Well, if the main target is shell script, task_comm and pid don't help us
a lot. I suggest to add ppid too.

>
>> Or, if you have different motivation w/ Dave, please let me know it.
>
> We have seen reports where users complained about performance drop down
> when in fact the real culprit turned out to be such a clever script
> which dropped caches on the background thinking it will help to free
> some memory. Such cases are tedious to reveal.

Imagine such script have bit-2 and no logging output. Because
the script author think "we are doing the right thing".
Why distro guys want such suppress messages?


>> While the purpose is to shoot misuse, I don't think we can trust
>> userland app.  If "If somebody wants to shoot his feet then we cannot
>> do much about it." is true, this patch is useless. OK, we still catch
>> the right user.
>
> I do not think it is useless. It will print a message for all those
> users initially. It is a matter of user how to deal with it.

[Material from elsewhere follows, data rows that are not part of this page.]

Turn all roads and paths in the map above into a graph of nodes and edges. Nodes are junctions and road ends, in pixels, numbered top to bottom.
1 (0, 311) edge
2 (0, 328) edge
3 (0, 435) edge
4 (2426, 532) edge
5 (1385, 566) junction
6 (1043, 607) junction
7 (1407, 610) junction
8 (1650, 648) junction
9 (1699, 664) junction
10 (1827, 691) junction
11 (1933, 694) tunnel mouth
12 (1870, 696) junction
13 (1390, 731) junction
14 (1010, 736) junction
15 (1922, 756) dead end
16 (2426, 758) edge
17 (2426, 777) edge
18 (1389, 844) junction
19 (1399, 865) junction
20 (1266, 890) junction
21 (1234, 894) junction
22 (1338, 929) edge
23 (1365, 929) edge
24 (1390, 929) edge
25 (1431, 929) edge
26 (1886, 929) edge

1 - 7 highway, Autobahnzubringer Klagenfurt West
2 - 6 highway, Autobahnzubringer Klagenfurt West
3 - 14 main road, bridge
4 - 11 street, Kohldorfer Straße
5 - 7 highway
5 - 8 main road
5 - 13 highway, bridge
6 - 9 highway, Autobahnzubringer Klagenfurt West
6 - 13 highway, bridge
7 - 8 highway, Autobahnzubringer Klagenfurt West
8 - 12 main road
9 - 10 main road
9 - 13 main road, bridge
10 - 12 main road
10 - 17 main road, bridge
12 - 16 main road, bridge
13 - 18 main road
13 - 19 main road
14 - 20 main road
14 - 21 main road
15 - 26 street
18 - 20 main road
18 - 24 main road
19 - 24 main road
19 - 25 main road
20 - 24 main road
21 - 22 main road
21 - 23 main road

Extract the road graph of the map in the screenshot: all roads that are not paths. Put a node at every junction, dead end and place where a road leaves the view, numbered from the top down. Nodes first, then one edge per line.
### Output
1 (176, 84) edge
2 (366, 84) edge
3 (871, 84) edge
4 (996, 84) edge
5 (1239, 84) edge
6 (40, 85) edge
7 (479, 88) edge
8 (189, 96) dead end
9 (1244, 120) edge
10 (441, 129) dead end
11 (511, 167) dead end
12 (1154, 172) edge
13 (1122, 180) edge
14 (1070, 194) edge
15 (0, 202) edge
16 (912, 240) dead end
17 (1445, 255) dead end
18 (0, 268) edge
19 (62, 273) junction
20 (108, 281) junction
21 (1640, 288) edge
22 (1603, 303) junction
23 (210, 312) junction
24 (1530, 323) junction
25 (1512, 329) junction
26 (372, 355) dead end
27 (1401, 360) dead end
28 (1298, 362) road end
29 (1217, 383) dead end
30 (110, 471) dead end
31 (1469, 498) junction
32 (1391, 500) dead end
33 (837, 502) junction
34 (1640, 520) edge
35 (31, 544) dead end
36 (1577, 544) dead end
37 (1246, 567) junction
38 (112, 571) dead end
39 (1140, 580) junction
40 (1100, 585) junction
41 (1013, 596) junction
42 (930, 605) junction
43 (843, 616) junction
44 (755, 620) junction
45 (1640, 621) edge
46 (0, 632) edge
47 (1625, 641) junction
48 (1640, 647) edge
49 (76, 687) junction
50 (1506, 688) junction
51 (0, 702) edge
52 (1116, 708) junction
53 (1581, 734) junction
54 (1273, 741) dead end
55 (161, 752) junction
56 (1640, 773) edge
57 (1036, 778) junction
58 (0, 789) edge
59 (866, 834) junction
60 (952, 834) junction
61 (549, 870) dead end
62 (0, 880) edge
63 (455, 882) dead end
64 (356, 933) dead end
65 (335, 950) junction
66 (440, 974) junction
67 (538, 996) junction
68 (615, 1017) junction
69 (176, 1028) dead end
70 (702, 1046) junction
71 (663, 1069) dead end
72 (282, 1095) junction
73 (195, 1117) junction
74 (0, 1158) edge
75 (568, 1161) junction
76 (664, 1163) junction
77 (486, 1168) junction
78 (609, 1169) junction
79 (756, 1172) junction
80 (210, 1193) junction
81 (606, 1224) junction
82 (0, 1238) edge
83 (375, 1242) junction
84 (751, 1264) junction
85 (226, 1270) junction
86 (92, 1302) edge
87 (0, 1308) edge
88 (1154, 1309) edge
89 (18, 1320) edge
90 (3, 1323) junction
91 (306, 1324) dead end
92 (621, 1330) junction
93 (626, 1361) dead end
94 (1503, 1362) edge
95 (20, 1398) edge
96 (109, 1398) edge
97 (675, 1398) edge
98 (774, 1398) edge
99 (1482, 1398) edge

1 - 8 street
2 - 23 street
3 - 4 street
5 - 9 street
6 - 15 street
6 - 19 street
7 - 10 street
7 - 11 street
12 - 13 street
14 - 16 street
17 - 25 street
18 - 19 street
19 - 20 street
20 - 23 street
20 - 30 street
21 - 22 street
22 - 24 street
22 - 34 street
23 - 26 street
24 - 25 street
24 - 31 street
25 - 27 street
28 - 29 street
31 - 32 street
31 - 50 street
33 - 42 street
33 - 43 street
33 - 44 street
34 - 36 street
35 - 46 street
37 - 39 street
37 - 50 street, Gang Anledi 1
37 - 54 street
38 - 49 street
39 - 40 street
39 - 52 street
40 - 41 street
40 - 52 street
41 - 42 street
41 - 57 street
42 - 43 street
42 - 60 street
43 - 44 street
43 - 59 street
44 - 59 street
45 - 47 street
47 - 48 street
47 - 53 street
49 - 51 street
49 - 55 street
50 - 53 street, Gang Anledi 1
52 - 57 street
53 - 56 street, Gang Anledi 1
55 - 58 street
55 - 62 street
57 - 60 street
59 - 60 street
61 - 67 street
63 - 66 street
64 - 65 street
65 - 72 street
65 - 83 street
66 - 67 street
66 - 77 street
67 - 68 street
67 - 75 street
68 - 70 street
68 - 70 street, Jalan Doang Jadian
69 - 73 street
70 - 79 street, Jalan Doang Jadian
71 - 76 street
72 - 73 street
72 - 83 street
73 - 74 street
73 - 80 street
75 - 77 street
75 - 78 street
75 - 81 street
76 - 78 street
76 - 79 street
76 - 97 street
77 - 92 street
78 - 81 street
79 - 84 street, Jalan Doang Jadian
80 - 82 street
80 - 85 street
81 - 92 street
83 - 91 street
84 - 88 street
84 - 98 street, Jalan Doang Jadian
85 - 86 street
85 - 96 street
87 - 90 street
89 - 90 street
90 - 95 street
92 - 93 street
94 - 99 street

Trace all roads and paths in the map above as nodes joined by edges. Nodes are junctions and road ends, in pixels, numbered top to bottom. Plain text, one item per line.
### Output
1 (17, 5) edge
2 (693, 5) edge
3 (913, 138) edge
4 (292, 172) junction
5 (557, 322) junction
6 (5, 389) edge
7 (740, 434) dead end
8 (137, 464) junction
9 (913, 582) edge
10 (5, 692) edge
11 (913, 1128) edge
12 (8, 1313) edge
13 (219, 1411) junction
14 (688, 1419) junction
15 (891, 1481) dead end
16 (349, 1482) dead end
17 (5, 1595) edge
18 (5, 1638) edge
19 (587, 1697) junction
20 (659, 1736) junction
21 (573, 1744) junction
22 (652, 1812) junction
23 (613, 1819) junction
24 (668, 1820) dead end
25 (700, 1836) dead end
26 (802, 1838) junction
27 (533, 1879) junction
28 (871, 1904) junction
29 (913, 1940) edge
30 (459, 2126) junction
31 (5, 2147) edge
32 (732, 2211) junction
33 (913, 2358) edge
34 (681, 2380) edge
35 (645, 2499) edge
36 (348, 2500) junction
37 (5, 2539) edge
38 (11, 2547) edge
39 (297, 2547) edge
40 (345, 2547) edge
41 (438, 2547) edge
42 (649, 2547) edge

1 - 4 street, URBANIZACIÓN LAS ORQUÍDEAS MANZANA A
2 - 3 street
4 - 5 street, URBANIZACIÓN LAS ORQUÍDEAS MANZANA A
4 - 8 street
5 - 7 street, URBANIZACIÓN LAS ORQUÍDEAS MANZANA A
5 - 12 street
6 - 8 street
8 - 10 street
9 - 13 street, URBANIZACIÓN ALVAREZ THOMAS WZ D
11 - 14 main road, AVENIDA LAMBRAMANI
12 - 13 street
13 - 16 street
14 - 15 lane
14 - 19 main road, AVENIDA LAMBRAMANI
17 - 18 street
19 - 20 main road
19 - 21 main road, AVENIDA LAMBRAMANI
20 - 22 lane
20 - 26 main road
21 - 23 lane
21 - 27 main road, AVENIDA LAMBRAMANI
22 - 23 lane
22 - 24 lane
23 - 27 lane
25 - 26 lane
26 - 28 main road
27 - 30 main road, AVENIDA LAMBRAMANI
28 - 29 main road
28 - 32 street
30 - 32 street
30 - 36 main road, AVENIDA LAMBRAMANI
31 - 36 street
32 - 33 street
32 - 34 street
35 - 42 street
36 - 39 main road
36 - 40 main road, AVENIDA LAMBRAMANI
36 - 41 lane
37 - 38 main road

If it is userland matter, we don't need additional logging at all. userland
can write their own log. Again, if a crazy guys write blog "Hey! we should
use echo 7 > /proc/sys/vm/drop_caches" always, we will come back the
original problem. You and Dave wrote we need to care wrong, rumor and
crazy drop_caches usage. And if so, you need to think new additional
crazy rumor.


>> But we never want to know who is the right users, right?
>
> Well, those that are curious about a new message in the lock and come
> back to us asking what is going on are those we are primarily interested
> in.

I didn't say the message is useless. I did say hidden drop-cache user
is useless.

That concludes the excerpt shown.